Kangaroo Island farmers expecting bumper crops

Grain farmers on Kangaroo Island are expecting bumper crops in 2018 due to ideal conditions in winter and spring.

KI crop farmer Neil Pontifex said the crops were looking great with growing conditions perfect over the winter.

“We quite often get waterlogged in July and August with too much rain, but this year we had just enough to keep us going,” Mr Pontifex said.

Canola in particular was looking fantastic with yields as high as 3 tonnes per hectare possible, when the average yield was around 2 tonnes per hectare.

Cereals such as barley were also shaping up for a great harvest, but it did depend on some more rain to allow the grains to fill out.

Farmers had in recent years switched to Westminster variety of barley, much in demand by Coopers brewery, which matured later and needed some spring rain.

Last year, the KI famers experienced a dry spring that resulted in barley yields only of only around 6 tonnes per hectare.

“This new variety has huge potential and the ability to yield up to 9 or 10 tonnes per hectares if we get the spring rains we need,” Mr Pontifex said.

Another positive for KI farmers were the good prices expected due to the drought conditions being experienced elsewhere in Australia.

The canola harvest could begin as soon as November, while the cereal crops were typically harvested in December and January.

While the crop farmers were hoping for good spring rains to finish off their crops, KI graziers would have liked to have much more rain over the winter with pastures needing moisture. 

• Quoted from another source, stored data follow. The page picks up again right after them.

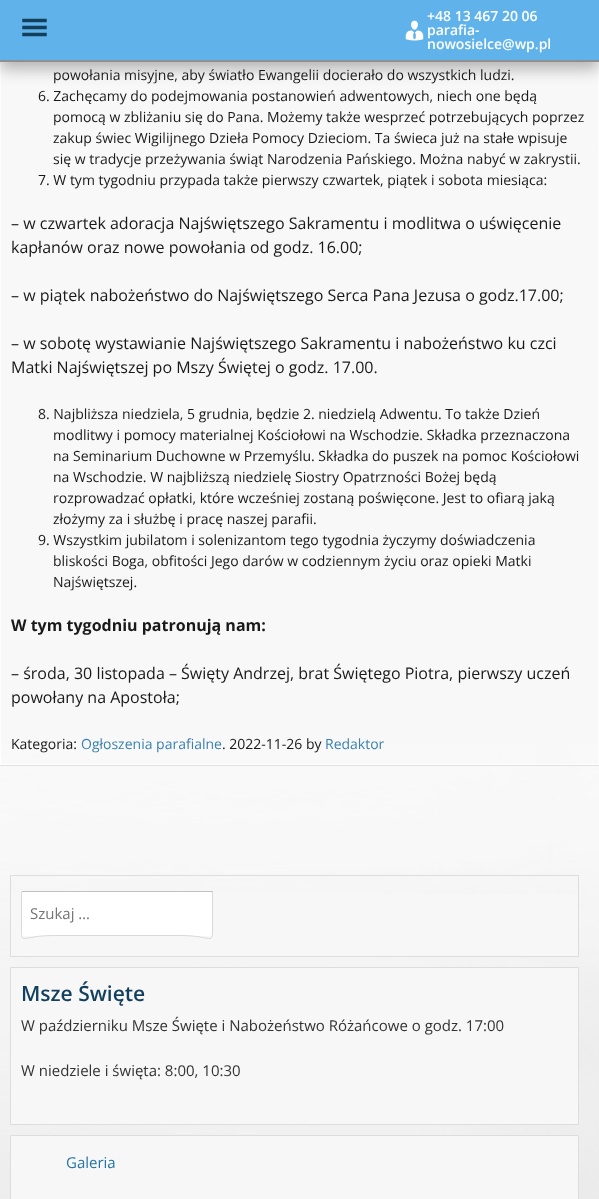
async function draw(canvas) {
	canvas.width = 599;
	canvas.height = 1199;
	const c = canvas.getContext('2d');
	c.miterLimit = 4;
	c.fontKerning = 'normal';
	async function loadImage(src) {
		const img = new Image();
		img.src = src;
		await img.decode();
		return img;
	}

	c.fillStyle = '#fff';
	c.fillRect(0, 0, 599, 1199);
	c.drawImage(await loadImage('img1.png'), 0, 62, 599, 1137);
	c.fillStyle = '#f7f7f7e6';
	c.fillRect(0, 62, 599, 682);
	c.strokeStyle = '#fefefe';
	c.strokeRect(0.5, -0.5, 598, 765);
	c.strokeStyle = '#e1e1e1';
	c.strokeRect(-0.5, -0.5, 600, 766);
	c.fillStyle = '#b2b2b2';
	c.filter = 'blur(7.5px)';
	c.beginPath();
	c.rect(0, 7, 599, 62);
	c.fill();
	c.filter = 'none';
	c.fillStyle = '#60b3ea';
	c.fillRect(0, 0, 599, 60);
	c.drawImage(await loadImage('img2.png'), 22, 18, 25, 19);
	c.fillStyle = '#909090';
	c.fillRect(0, 60, 599, 2);
	c.font = '600 14px Open Sans';
	c.fillStyle = '#fff';
	c.fillText('+48 13 467 20 06', 427, 21);
	c.drawImage(await loadImage('img3.png'), 405, 20, 19, 21);
	c.fillText('parafia-', 427, 35);
	c.fillText('nowosielce@wp.pl', 427, 49);
	c.font = '14px Open Sans';
	c.fillStyle = '#191919';
	for (const [text, x, y] of [
		['powołania misyjne, aby światło Ewangelii docierało do wszystkich ludzi.', 53, 80],
		['6. Zachęcamy do podejmowania postanowień adwentowych, niech one będą', 38, 101],
		['pomocą w zbliżaniu się do Pana. Możemy także wesprzeć potrzebujących poprzez', 53, 122],
		['zakup świec Wigilijnego Dzieła Pomocy Dzieciom. Ta świeca już na stałe wpisuje', 53, 143],
		['się w tradycje przeżywania świąt Narodzenia Pańskiego. Można nabyć w zakrystii.', 53, 164],
		['7. W tym tygodniu przypada także pierwszy czwartek, piątek i sobota miesiąca:', 38, 185],
	]) {
		c.fillText(text, x, y);
	}
	c.font = '16px Open Sans';
	for (const [text, x, y] of [
		['– w czwartek adoracja Najświętszego Sakramentu i modlitwa o uświęcenie', 11, 229],
		['kapłanów oraz nowe powołania od godz. 16.00;', 11, 253],
		['– w piątek nabożeństwo do Najświętszego Serca Pana Jezusa o godz.17.00;', 11, 301],
		['– w sobotę wystawianie Najświętszego Sakramentu i nabożeństwo ku czci', 11, 349],
		['Matki Najświętszej po Mszy Świętej o godz. 17.00.', 11, 373],
	]) {
		c.fillText(text, x, y);
	}
	c.font = '14px Open Sans';
	for (const [text, x, y] of [
		['8. Najbliższa niedziela, 5 grudnia, będzie 2. niedzielą Adwentu. To także Dzień', 38, 419],
		['modlitwy i pomocy materialnej Kościołowi na Wschodzie. Składka przeznaczona', 53, 440],
		['na Seminarium Duchowne w Przemyślu. Składka do puszek na pomoc Kościołowi', 53, 461],
		['na Wschodzie. W najbliższą niedzielę Siostry Opatrzności Bożej będą', 53, 482],
		['rozprowadzać opłatki, które wcześniej zostaną poświęcone. Jest to ofiarą jaką', 53, 503],
		['złożymy za i służbę i pracę naszej parafii.', 53, 524],
		['9. Wszystkim jubilatom i solenizantom tego tygodnia życzymy doświadczenia', 38, 545],
		['bliskości Boga, obfitości Jego darów w codziennym życiu oraz opieki Matki', 53, 566],
		['Najświętszej.', 53, 587],
	]) {
		c.fillText(text, x, y);
	}
	c.font = 'bold 16px Open Sans';
	c.fillText('W tym tygodniu patronują nam:', 11, 631);
	c.font = '16px Open Sans';
	c.fillText('– środa, 30 listopada – Święty Andrzej, brat Świętego Piotra, pierwszy uczeń', 11, 679);
	c.fillText('powołany na Apostoła;', 11, 703);
	c.font = '14px Open Sans';
	c.fillText('Kategoria:', 11, 749);
	c.fillStyle = '#3a81af';
	c.fillText('Ogłoszenia parafialne', 81, 749);
	c.fillStyle = '#191919';
	c.fillText('. 2022-11-26 by', 222, 749);
	c.fillStyle = '#3a81af';
	c.fillText('Redaktor', 325, 749);
	c.fillStyle = '#f7f7f7';
	c.fillRect(11, 894, 567, 62);
	c.strokeStyle = '#dcddde';
	c.strokeRect(10.5, 875.5, 568, 81);
	c.fillStyle = '#fff';
	c.beginPath();
	c.roundRect(21, 891, 192, 45, 1);
	c.fill();
	c.fillStyle = '#c0c0c0';
	c.fillRect(22, 891, 191, 1);
	c.beginPath();
	c.moveTo(212.5, 891.5);
	c.lineTo(212.5, 928);
	c.bezierCurveTo(212.5, 946, 213, 935.5, 180.5, 935.5);
	c.lineTo(53.5, 935.5);
	c.bezierCurveTo(21, 935.5, 21.5, 946, 21.5, 928);
	c.lineTo(21.5, 891.5);
	c.strokeStyle = '#d9d9d9';
	c.stroke();
	c.font = '15px Open Sans';
	c.fillStyle = '#757575';
	c.fillText('Szukaj …', 30, 919);
	c.fillStyle = '#f7f7f7';
	c.beginPath();
	c.rect(10.5, 967.5, 568, 157);
	c.fill();
	c.strokeStyle = '#dcddde';
	c.stroke();
	c.font = '600 21px Open Sans';
	c.fillStyle = '#123f5c';
	c.fillText('Msze Święte', 21, 1001);
	c.font = '15px Open Sans';
	c.fillStyle = '#333';
	c.fillText('W październiku Msze Święte i Nabożeństwo Różańcowe o godz. 17:00', 21, 1031);
	c.fillText('W niedziele i święta: 8:00, 10:30', 21, 1076);
	c.fillStyle = '#f7f7f7';
	c.beginPath();
	c.rect(10.5, 1135.5, 568, 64);
	c.fill();
	c.stroke();
	c.fillStyle = '#2574a7';
	c.fillText('Galeria', 66, 1168);
}

draw(document.querySelector('canvas'));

KI crop farmers meanwhile this month played host to a group of farmers from the Eyre Peninsula, who wanted to know about secret of the success experienced by the Island’s crop marketing arm, KI Pure Grain.

The delegation consisted of David Inglis, Adam Chilcott, Andrew Baldock, Trevor Cliff and Dean Wilmott, all from the Kimba area.

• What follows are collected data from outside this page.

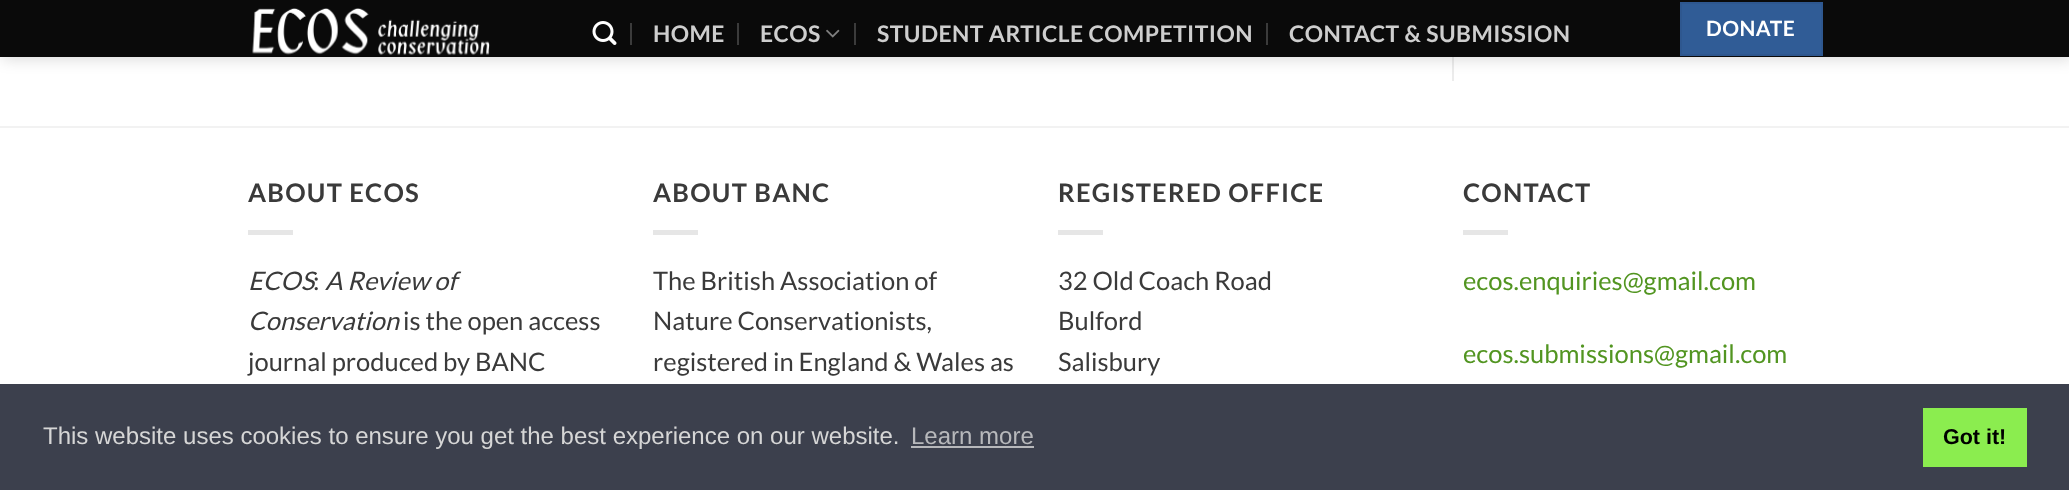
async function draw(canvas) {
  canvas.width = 2069;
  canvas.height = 490;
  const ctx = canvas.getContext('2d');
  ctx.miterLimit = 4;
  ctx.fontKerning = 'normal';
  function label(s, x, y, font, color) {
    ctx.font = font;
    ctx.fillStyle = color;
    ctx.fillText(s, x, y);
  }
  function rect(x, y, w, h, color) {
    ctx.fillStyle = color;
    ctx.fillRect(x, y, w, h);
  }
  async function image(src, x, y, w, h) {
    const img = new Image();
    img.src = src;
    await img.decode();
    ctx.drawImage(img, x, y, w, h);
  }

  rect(0, 0, 2069, 490, '#fff');
  rect(1452, 57, 2, 24, '#ececec');
  ctx.fillStyle = '#00000026';
  ctx.filter = 'blur(7.5px)';
  ctx.beginPath();
  ctx.rect(2, 2, 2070, 57);
  ctx.fill();
  ctx.filter = 'none';
  rect(0, 0, 2069, 57, '#0a0a0a');
  await image('assets/img1.png', 252, 8, 238, 47);
  await image('assets/img2.png', 592, 21, 25, 24);
  rect(630, 23, 2, 22, '#3b3b3b');
  ctx.letterSpacing = '0.45px';
  label('HOME', 653, 42, 'bold 22.9px Lato', '#cecece');
  rect(737, 23, 2, 22, '#3b3b3b');
  label('ECOS', 760, 42, 'bold 22.9px Lato', '#cecece');
  await image('assets/img3.png', 826, 29, 14, 9);
  rect(854, 23, 2, 22, '#3b3b3b');
  label('STUDENT ARTICLE COMPETITION', 877, 42, 'bold 22.9px Lato', '#cecece');
  rect(1266, 23, 2, 22, '#3b3b3b');
  label('CONTACT & SUBMISSION', 1289, 42, 'bold 22.9px Lato', '#cecece');
  ctx.fillStyle = '#305c96';
  ctx.beginPath();
  ctx.rect(1681, 3, 141, 52);
  ctx.fill();
  ctx.strokeStyle = '#2e578f';
  ctx.lineWidth = 2;
  ctx.stroke();
  ctx.letterSpacing = '0.5px';
  label('DONATE', 1706, 36, 'bold 21px Lato', '#fff');
  rect(0, 126, 2069, 2, '#f2f2f2');
  ctx.letterSpacing = '1.25px';
  label('ABOUT ECOS', 248, 202, 'bold 25.5px Lato', '#3a3a3a');
  rect(248, 230, 45, 5, '#e6e6e6');
  ctx.letterSpacing = '0px';
  label('ECOS', 248, 290, 'italic 25.5px Lato', '#3a3a3a');
  label('A Review of', 325, 290, 'italic 25.5px Lato', '#3a3a3a');
  label(':', 313, 290, '25.5px Lato', '#3a3a3a');
  label('Conservation', 248, 330, 'italic 25.5px Lato', '#3a3a3a');
  label('is the open access', 403, 330, '25.5px Lato', '#3a3a3a');
  label('journal produced by BANC', 248, 371, '25.5px Lato', '#3a3a3a');
  ctx.letterSpacing = '1.25px';
  label('ABOUT BANC', 653, 202, 'bold 25.5px Lato', '#3a3a3a');
  rect(653, 230, 45, 5, '#e6e6e6');
  ctx.letterSpacing = '0px';
  label('The British Association of', 653, 290, '25.5px Lato', '#3a3a3a');
  label('Nature Conservationists,', 653, 330, '25.5px Lato', '#3a3a3a');
  label('registered in England & Wales as', 653, 371, '25.5px Lato', '#3a3a3a');
  ctx.letterSpacing = '1.25px';
  label('REGISTERED OFFICE', 1058, 202, 'bold 25.5px Lato', '#3a3a3a');
  rect(1058, 230, 45, 5, '#e6e6e6');
  ctx.letterSpacing = '0px';
  label('32 Old Coach Road', 1058, 290, '25.5px Lato', '#3a3a3a');
  label('Bulford', 1058, 330, '25.5px Lato', '#3a3a3a');
  label('Salisbury', 1058, 371, '25.5px Lato', '#3a3a3a');
  ctx.letterSpacing = '1.25px';
  label('CONTACT', 1463, 202, 'bold 25.5px Lato', '#3a3a3a');
  rect(1463, 230, 45, 5, '#e6e6e6');
  ctx.letterSpacing = '0px';
  label('ecos.enquiries@gmail.com', 1463, 290, '25.5px Lato', '#529521');
  label('ecos.submissions@gmail.com', 1463, 363, '25.5px Lato', '#529521');
  rect(0, 384, 2069, 106, '#3c404d');
  label('This website uses cookies to ensure you get the best experience on our website.', 43, 444, '24px Liberation Sans', '#d6d6d6');
  label('Learn more', 911, 444, '24px Liberation Sans', '#b7b8bb');
  rect(911, 446, 123, 2, '#b7b8bb');
  rect(1923, 408, 104, 59, '#8bed4f');
  label('Got it!', 1943, 444, 'bold 21.5px Liberation Sans', '#000');
}

draw(document.querySelector('canvas'));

The EP delegation were shown canola and barley paddocks by KI crop farmers Neil Pontifex and Rodney Bell.

“The EP season is looking okay but not quite as good as this,” said Mr Cliff, while standing in a paddock of canola farmed by the Pontifex family near the American River turn-off on Hog Bay Road. 

The EP farmers also visited the KI Pure Grain silos on Arranmore Road, as part of their fact finding mission was looking at how KI grain was processed and stored.

Mr Pontifex said EP farmers were most interested in different storage methods, so they could keep crops such as lentils on farm or in their area for longer periods before shipping it off to Adelaide when prices were higher and transport cheaper.

Keeping their yield in their own silos meant they could control the quality and determine the timing of their marketing, he said.

KI farmers have had to overcome high transport costs by marketing their grains as a high-end product to specialty buyers, for example barley to Coopers, wheat to Arnotts biscuits and GM-free canola to the Japanese.